At that time there were "three Frances": Normandy, Picardie, Ile de France and Aquitaine under the English domination of the House of Lancaster; Burgundy, Champagne and Flanders under the domination of Burgundy and, finally, the kingdom of Bourges belonging to the heir apparent Charles who had been refused succession in 1420.
After the death of Henri V Plantagenêt, the Duke of Bedford, who married the sister of the Duke of Burgundy, became the kingdom's regent. He wanted to extend his territory and laid siege and occupied the towns of the Loire. This was how Joan of Arc intervened in the history of France and of Orléans.
29 April 1429: at nightfall, without English resistance, Joan arrived in Orléans. She stayed at the home of Jacques Boucher, the treasurer of the Duke of Orléans.
30 April: council of war. A warning to the English. On her return, Joan received nothing but insults.
4 May: Joan's presence fired the French armies. Bastille Saint-Loup was taken!

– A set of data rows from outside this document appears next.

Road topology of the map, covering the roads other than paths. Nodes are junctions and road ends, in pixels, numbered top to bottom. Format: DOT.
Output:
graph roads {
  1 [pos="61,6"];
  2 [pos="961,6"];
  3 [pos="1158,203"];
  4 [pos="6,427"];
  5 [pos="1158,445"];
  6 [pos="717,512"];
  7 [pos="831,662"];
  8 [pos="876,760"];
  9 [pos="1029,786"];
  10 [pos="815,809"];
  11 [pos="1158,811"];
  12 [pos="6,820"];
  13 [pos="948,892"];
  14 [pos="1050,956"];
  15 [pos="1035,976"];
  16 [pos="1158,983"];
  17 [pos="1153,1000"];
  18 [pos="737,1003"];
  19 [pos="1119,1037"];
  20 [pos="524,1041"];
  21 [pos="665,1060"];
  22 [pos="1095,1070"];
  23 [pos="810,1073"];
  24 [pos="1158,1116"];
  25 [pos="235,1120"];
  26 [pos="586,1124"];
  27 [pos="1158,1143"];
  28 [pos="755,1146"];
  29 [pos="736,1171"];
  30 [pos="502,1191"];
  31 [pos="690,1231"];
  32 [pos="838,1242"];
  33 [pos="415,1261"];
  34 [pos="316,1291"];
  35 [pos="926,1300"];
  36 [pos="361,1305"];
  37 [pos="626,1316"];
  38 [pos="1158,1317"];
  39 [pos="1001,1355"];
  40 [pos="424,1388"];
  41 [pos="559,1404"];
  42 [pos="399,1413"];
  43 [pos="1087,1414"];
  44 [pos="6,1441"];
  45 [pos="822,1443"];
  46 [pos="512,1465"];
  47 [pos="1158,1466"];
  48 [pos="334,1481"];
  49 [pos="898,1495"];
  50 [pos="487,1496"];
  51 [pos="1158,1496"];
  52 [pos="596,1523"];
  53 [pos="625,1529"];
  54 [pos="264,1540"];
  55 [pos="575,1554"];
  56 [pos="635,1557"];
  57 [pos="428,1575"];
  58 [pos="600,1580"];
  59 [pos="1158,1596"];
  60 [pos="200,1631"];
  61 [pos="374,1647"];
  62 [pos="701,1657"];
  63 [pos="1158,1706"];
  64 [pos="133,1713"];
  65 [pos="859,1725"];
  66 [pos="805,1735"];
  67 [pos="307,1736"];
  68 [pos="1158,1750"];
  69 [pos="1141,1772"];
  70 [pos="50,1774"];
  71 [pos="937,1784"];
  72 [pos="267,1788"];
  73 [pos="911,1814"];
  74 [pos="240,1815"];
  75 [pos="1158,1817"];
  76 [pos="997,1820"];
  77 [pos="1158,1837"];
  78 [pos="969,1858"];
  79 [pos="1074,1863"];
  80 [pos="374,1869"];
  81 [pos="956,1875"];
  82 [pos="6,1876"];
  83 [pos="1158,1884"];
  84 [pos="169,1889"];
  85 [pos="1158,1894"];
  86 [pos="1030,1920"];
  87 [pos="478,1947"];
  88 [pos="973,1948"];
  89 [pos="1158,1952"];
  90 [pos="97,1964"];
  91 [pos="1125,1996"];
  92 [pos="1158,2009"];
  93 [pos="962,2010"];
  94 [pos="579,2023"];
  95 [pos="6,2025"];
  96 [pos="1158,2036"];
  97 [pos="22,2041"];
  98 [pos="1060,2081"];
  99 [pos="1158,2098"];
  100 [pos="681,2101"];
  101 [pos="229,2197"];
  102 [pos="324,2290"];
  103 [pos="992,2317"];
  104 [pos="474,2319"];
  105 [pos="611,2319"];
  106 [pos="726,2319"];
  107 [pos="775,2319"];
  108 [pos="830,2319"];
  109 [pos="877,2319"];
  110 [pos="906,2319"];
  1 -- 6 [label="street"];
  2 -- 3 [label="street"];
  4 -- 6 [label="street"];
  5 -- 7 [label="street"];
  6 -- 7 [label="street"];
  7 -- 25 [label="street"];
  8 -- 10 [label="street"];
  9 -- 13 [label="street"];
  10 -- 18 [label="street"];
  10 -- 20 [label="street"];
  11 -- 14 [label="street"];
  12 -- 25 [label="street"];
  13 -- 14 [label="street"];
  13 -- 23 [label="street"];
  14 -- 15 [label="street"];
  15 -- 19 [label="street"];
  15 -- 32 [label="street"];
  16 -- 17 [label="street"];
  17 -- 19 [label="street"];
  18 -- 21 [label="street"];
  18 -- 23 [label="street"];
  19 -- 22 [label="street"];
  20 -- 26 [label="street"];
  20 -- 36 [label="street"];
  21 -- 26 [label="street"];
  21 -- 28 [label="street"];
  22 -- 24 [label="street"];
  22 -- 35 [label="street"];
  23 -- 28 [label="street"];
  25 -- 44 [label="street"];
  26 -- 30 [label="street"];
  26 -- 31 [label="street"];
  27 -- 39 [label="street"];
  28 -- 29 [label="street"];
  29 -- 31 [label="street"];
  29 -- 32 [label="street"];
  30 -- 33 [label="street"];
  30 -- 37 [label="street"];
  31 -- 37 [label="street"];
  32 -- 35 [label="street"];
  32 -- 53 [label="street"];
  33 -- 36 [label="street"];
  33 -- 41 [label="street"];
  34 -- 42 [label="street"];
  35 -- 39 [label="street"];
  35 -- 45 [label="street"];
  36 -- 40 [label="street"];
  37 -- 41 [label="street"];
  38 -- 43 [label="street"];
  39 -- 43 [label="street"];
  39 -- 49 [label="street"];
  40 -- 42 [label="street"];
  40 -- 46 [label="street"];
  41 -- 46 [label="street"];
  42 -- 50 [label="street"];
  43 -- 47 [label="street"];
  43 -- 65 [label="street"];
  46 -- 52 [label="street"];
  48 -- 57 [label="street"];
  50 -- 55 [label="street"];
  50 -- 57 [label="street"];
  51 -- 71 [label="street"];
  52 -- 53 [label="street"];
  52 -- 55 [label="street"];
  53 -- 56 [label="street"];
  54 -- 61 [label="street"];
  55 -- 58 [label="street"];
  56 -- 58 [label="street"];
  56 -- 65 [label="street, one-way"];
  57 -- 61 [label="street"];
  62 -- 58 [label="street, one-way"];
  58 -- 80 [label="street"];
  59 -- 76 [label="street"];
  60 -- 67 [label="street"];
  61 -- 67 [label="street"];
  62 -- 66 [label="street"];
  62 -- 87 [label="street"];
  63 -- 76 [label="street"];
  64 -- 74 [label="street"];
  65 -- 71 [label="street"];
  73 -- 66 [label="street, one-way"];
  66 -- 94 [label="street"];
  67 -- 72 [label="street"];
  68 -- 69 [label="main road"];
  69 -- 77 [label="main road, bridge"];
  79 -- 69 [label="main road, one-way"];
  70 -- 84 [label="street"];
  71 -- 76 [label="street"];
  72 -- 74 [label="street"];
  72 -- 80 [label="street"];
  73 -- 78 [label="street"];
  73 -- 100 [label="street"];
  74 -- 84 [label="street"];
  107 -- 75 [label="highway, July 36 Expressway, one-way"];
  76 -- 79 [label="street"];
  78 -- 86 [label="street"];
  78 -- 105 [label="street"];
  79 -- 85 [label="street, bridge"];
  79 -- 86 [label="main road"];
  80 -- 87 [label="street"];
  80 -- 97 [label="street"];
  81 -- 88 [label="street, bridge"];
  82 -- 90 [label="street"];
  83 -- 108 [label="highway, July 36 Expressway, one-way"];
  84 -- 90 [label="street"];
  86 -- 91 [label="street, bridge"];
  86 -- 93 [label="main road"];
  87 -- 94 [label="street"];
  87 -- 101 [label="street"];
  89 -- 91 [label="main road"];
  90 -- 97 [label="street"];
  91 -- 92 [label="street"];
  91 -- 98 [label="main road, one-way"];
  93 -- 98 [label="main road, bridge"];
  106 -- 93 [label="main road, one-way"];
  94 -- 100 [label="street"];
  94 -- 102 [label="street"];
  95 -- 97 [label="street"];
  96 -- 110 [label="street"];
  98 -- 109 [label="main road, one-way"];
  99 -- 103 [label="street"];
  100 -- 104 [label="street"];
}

7 May: attack on Boulevard des Tourelles. The attack was difficult. Joan took part but she received a wound to her shoulder. She was carried away and the retreat was sounded. Refusing to withdraw, Joan took up her weapon again: the boulevard was taken, then the fort. Joan entered Orléans over the bridge as she had said she would that morning.
8 May: the two armies were present. Joan of Arc ordered a mass to be said at the site. Once it was over, the English departed: the siege was lifted.
Since 1430, apart from on a few rare occasions, Orléans has always fervently celebrated its heroine every year.